Nello specifico, l’inibizione di MEK1/2 aumenta il flusso autofagico attivando l’asse di segnalazione LKB1-AMPK-ULK1 nelle cellule tumorali guidate da RAS. Pertanto, l’autofagia è diventata un obiettivo razionale per superare la resistenza BRAF/MEK.
| 11 . Bersagli epigenetici |
EZH2 codifica una subunità catalitica del complesso repressivo Polycomb 2 (PRC2), che facilita la trimetilazione dell’istone H3 lisina 27. PRC2 svolge un ruolo chiave nella regolazione epigenica promuovendo la compattazione della cromatina. EZH2 è altamente espresso nel melanoma umano primario e metastatico ed è considerato necessario per la melanogenesi, la proliferazione e le metastasi; la sua espressione è associata ad una prognosi peggiore. Mutazioni puntiformi di EZH2 determinano un guadagno di funzione nel 5% dei melanomi e si trovano spesso in coesistenza con attivatori BRAF che possono indicare un sinergismo oncogenico.
| 12. BAP1 e HDAC |
La proteina 1 associata a BRCA1 (BAP1) è un gene soppressore del tumore che è frequentemente mutato nei melanomi uveali metastatici nelle fasi avanzate della melanomagenesi. La mutazione produce una perdita della funzione genetica e spinge le cellule a dedifferenziarsi e ad acquisire proprietà simili a steli con maggiore capacità di autoreplicazione. Le alterazioni nelle regolazioni epigenetiche contribuiscono a questo fenotipo, come dimostrato dal ripristino della differenziazione dei melanociti quando le cellule di melanoma uveale con mutazioni BAP1 vengono trattate con inibitori dell’istone deacetilasi (HDAC). Tuttavia, l’efficacia clinica degli inibitori dell’HDAC non è stata stabilita.

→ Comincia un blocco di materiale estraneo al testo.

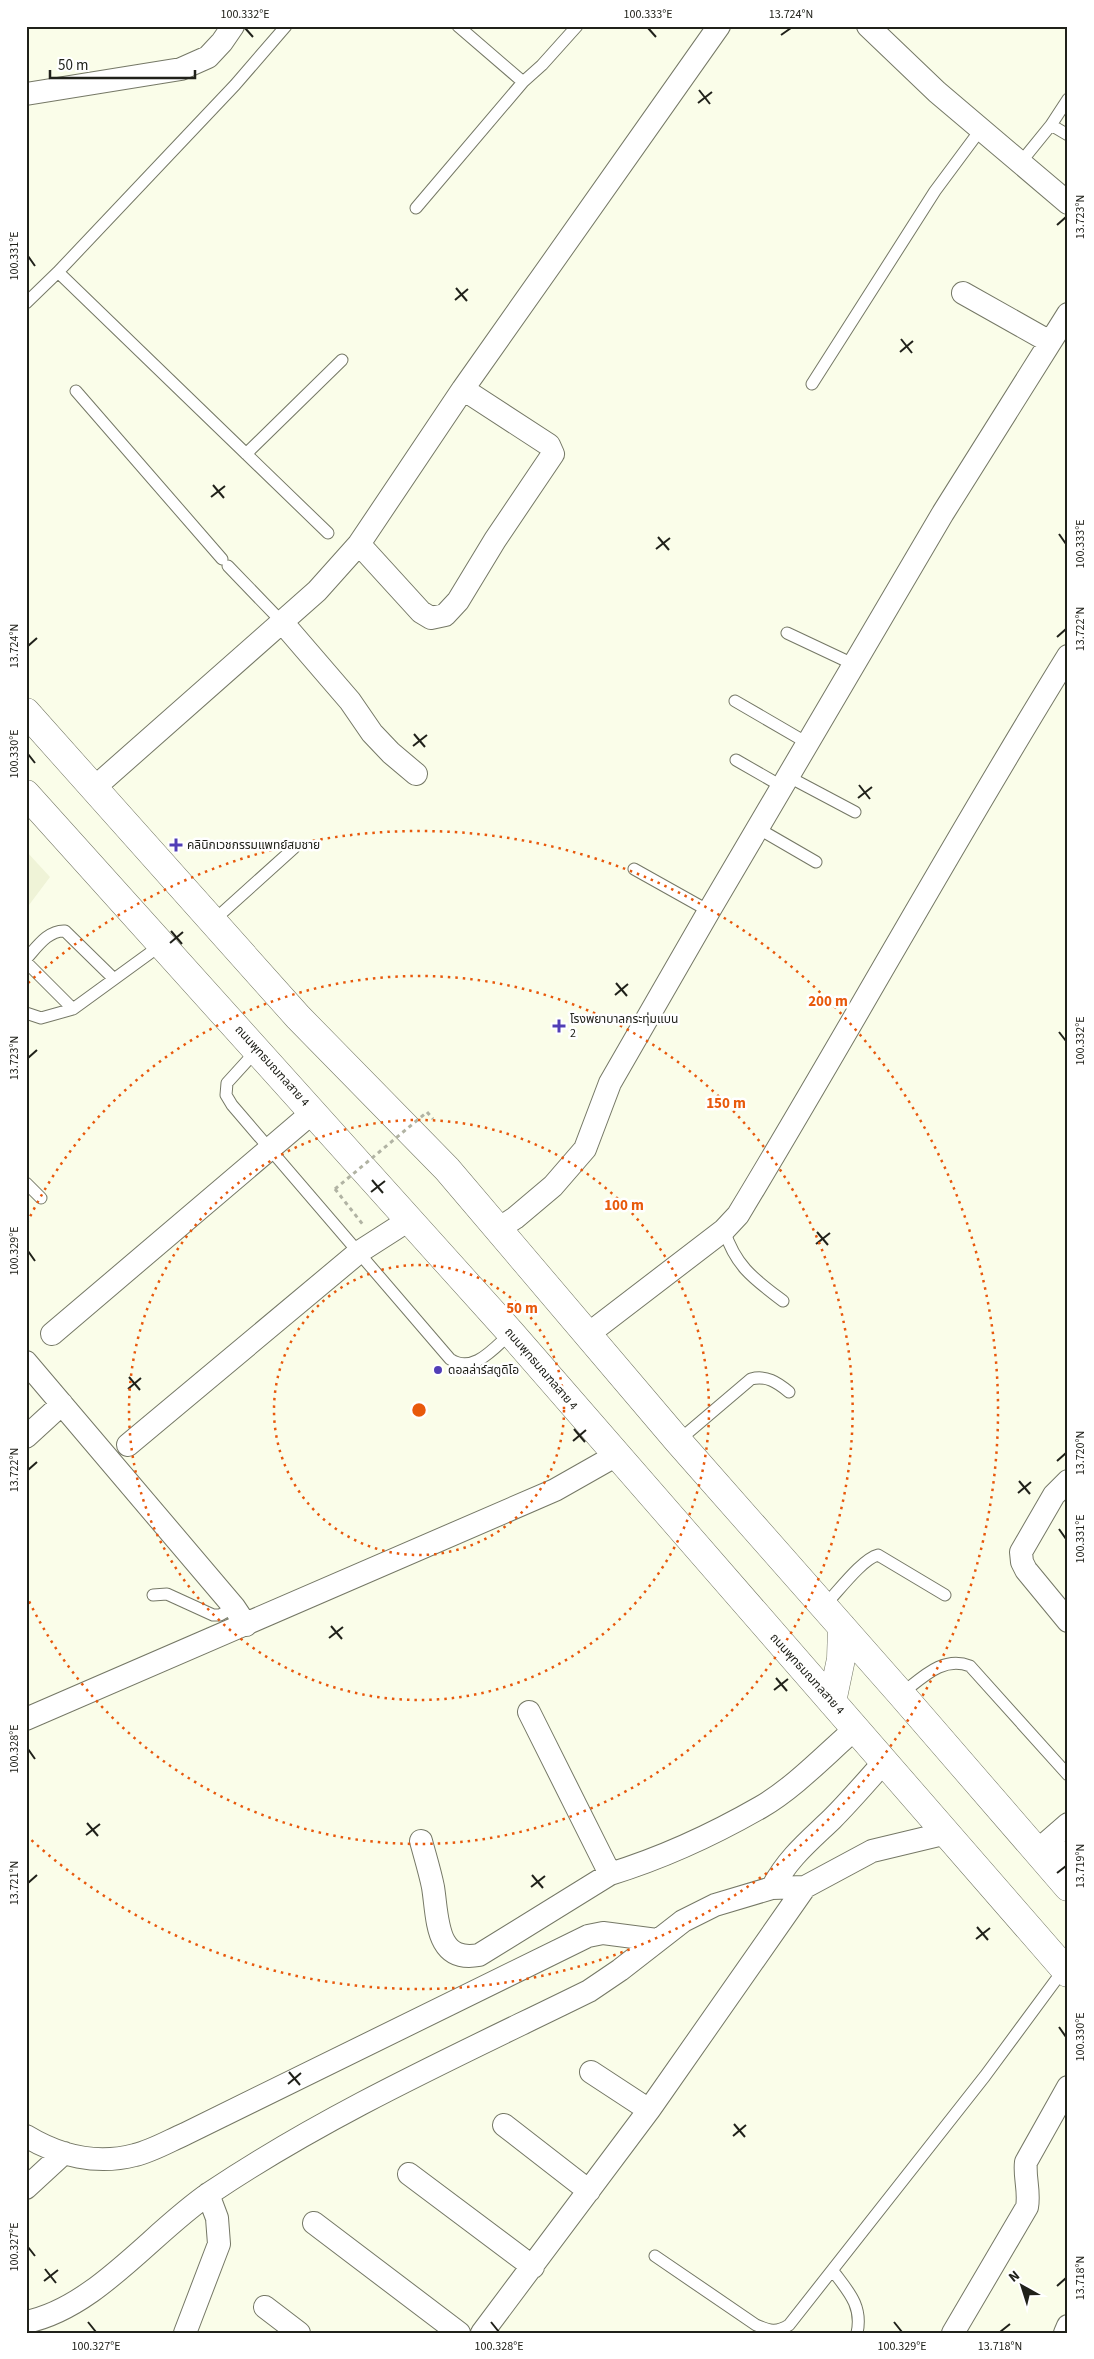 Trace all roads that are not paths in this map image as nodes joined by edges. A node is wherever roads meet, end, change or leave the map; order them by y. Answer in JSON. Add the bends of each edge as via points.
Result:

| 13. Immunoterapia potenziata |
L’avvento dell’immunoterapia ha rappresentato il progresso più significativo nella cura dei pazienti con melanoma avanzato rispetto agli sforzi iniziali con la terapia sistemica molti anni fa. Sebbene sia stato segnalato che la sopravvivenza mediana è pari a 72,1 mesi nei pazienti trattati con la combinazione ipilimumab/nivolumab, questo approccio può essere limitato da eventi avversi immunologici significativi correlati al trattamento e dallo sviluppo di resistenza.

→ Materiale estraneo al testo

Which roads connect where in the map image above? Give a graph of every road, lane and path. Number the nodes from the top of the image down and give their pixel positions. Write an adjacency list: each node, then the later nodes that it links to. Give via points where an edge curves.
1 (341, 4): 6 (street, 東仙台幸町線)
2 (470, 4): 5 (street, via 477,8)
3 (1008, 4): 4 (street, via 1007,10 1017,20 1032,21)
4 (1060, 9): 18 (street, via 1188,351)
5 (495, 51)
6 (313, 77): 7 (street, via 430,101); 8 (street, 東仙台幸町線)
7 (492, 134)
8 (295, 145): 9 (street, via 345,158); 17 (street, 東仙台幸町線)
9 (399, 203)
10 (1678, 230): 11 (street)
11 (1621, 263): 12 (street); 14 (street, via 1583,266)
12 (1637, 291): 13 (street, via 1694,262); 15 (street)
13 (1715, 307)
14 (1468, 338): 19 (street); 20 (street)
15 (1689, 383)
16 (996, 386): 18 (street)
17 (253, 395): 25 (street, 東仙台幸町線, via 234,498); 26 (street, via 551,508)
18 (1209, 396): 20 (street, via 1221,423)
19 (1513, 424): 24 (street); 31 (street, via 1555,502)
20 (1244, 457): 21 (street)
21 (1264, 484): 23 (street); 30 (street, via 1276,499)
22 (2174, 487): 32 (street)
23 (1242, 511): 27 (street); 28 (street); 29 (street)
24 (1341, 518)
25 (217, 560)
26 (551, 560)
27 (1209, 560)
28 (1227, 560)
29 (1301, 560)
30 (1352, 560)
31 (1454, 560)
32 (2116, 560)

Sono stati intrapresi diversi approcci innovativi per combinare l’immunoterapia con agenti terapeutici mirati per superare la resistenza e migliorare i risultati. Un approccio ben consolidato è stato quello di invertire l’effetto immunosoppressivo dei fattori proangiogenici nel microambiente tumorale utilizzando inibitori della tirosina chinasi che interferiscono con la segnalazione VEGF per aumentare l’efficacia antitumorale degli inibitori PD-1/L1.
| 14.Conclusioni |
Il panorama terapeutico per il melanoma avanzato ha registrato una significativa espansione negli ultimi decenni. Nonostante i progressi nell’immunoterapia e nelle terapie mirate che hanno rivoluzionato il paradigma del trattamento del melanoma, esiste una necessità persistente di sviluppare nuove terapie, in particolare per i pazienti che hanno progredito o per quei pazienti che non sono buoni candidati per le terapie sistemiche. immunologico.
L’identificazione di mutazioni determinanti per la progettazione razionale di nuove terapie mirate sarà di vitale importanza per continuare a ottimizzare i risultati clinici e raggiungere la difficile cura del melanoma.